Step 1: Understanding the Concept:
When a conducting rod moves through a magnetic field, the free charges within the conductor experience a Lorentz force. This force causes the charges to accumulate at the ends of the rod, creating a potential difference called motional electromotive force (EMF).
If the rod is connected to an external circuit, this induced EMF drives an electric current through the loop.
Step 2: Key Formula or Approach:
1. The induced EMF (\(\varepsilon\)) for a rod of length \(l\) moving with velocity \(v\) perpendicular to a magnetic field \(B\) is:
\[ \varepsilon = Blv \]
2. According to Ohm's Law, the current (\(I\)) in a circuit is given by:
\[ I = \frac{\text{Total EMF}}{\text{Total Resistance}} \]
Step 3: Detailed Explanation:
In this scenario, the moving rod \(AB\) acts like a battery with an EMF of \(Blv\) and an internal resistance \(r\).
The rod is connected to a wire loop \(PQRS\). The problem states that the resistance of this external wire \(PQRS\) is negligible (effectively zero).

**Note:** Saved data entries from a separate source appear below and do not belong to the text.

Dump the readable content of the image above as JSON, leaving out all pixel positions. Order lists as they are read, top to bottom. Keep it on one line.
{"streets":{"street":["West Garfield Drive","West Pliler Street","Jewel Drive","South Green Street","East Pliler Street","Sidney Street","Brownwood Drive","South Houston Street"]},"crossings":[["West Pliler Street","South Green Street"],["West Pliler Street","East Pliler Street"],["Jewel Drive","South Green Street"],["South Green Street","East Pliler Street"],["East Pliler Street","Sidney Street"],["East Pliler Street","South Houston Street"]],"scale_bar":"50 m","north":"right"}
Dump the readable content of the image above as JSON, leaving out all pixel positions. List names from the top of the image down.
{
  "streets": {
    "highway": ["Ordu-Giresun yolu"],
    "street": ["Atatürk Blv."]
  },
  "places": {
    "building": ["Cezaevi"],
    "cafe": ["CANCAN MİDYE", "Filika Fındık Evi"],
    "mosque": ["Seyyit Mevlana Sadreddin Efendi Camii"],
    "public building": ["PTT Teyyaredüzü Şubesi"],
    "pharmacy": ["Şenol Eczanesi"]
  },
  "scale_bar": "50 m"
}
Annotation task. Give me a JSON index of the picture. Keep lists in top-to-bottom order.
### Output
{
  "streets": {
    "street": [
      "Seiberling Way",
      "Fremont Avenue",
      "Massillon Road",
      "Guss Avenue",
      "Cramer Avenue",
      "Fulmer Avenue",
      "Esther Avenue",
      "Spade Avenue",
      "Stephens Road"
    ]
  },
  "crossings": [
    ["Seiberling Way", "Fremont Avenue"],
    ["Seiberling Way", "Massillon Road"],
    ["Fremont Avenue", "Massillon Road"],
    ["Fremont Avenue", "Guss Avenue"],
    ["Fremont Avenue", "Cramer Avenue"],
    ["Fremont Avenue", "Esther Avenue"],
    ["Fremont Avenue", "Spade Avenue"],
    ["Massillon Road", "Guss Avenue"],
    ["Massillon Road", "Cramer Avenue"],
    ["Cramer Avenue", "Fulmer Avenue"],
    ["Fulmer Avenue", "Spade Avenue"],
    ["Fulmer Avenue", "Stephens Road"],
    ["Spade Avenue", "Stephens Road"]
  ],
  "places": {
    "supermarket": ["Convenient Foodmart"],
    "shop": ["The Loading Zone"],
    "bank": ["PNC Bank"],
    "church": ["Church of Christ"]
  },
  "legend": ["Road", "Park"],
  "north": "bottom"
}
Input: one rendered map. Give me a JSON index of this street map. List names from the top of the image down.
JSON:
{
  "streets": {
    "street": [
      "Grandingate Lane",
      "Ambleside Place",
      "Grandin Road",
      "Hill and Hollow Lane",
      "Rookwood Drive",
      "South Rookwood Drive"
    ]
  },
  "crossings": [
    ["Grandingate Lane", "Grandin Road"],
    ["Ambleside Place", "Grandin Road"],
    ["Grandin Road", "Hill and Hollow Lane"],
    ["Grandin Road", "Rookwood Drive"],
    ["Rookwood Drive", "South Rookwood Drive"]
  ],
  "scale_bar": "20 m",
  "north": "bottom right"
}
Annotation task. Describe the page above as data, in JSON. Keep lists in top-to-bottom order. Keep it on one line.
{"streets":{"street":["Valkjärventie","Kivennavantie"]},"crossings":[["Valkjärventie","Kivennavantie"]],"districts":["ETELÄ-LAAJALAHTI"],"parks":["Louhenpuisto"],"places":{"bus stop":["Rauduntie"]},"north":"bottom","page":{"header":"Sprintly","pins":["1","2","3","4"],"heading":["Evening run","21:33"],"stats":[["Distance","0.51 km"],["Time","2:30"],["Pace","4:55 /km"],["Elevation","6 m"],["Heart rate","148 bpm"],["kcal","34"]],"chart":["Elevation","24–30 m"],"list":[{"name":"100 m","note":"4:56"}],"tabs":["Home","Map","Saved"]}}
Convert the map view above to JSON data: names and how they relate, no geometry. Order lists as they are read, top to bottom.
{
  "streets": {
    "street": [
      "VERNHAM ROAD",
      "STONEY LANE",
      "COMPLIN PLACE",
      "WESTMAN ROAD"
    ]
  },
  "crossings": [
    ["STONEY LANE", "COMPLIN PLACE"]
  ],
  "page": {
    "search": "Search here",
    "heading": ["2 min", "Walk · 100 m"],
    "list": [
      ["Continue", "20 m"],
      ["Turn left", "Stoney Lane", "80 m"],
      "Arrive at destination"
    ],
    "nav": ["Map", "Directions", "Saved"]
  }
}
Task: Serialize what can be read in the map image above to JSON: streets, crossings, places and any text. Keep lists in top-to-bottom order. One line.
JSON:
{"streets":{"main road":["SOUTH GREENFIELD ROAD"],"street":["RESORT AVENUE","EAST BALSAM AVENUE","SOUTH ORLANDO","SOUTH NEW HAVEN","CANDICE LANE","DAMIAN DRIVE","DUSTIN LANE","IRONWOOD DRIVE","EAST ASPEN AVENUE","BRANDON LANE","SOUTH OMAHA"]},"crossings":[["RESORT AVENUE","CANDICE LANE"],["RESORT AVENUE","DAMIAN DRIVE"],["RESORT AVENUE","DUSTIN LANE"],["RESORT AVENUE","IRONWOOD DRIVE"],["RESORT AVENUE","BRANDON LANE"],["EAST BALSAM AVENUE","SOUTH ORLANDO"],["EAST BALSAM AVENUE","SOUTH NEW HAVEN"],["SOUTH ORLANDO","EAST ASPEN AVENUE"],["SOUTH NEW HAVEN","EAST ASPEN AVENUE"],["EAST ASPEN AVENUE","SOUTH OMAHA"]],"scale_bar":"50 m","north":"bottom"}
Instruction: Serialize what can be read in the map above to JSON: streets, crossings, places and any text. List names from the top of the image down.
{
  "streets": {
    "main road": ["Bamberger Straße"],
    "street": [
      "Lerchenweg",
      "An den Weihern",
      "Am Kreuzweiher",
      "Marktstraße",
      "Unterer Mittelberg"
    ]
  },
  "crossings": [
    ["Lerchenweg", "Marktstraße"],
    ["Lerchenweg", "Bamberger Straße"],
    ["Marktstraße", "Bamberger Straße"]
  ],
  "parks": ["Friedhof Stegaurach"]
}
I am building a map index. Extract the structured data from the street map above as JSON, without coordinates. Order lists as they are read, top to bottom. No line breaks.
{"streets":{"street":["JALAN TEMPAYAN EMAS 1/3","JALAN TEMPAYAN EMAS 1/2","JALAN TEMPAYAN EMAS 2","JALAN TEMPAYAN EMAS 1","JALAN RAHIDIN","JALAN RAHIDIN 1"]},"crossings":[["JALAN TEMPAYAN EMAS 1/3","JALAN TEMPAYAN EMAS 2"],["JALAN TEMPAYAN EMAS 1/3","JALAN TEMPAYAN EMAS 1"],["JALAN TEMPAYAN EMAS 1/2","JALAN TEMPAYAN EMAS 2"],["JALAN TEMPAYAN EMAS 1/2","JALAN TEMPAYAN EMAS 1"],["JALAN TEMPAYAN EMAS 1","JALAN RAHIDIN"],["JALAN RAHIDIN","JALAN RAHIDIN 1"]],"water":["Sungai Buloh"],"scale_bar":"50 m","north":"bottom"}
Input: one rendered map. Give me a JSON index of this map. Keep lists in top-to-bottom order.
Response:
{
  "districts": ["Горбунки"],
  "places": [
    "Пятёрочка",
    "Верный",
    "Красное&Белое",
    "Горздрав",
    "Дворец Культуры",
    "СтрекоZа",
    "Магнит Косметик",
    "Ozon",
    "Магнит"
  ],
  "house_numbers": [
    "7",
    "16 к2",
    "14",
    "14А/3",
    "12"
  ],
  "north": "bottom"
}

The total resistance (\(R_{eq}\)) of the closed circuit is:
\[ R_{eq} = \text{Resistance of rod } AB + \text{Resistance of wire } PQRS \]
\[ R_{eq} = r + 0 = r \]
The current \(I\) flowing through the circuit (and thus through the wire \(PQRS\)) is:
\[ I = \frac{\varepsilon}{R_{eq}} \]
\[ I = \frac{Blv}{r} \]
This current will flow in a direction determined by Lenz's Law or the Right-Hand Palm Rule.
Step 4: Final Answer:
The current passing through the wire is \(\frac{Blv}{r}\).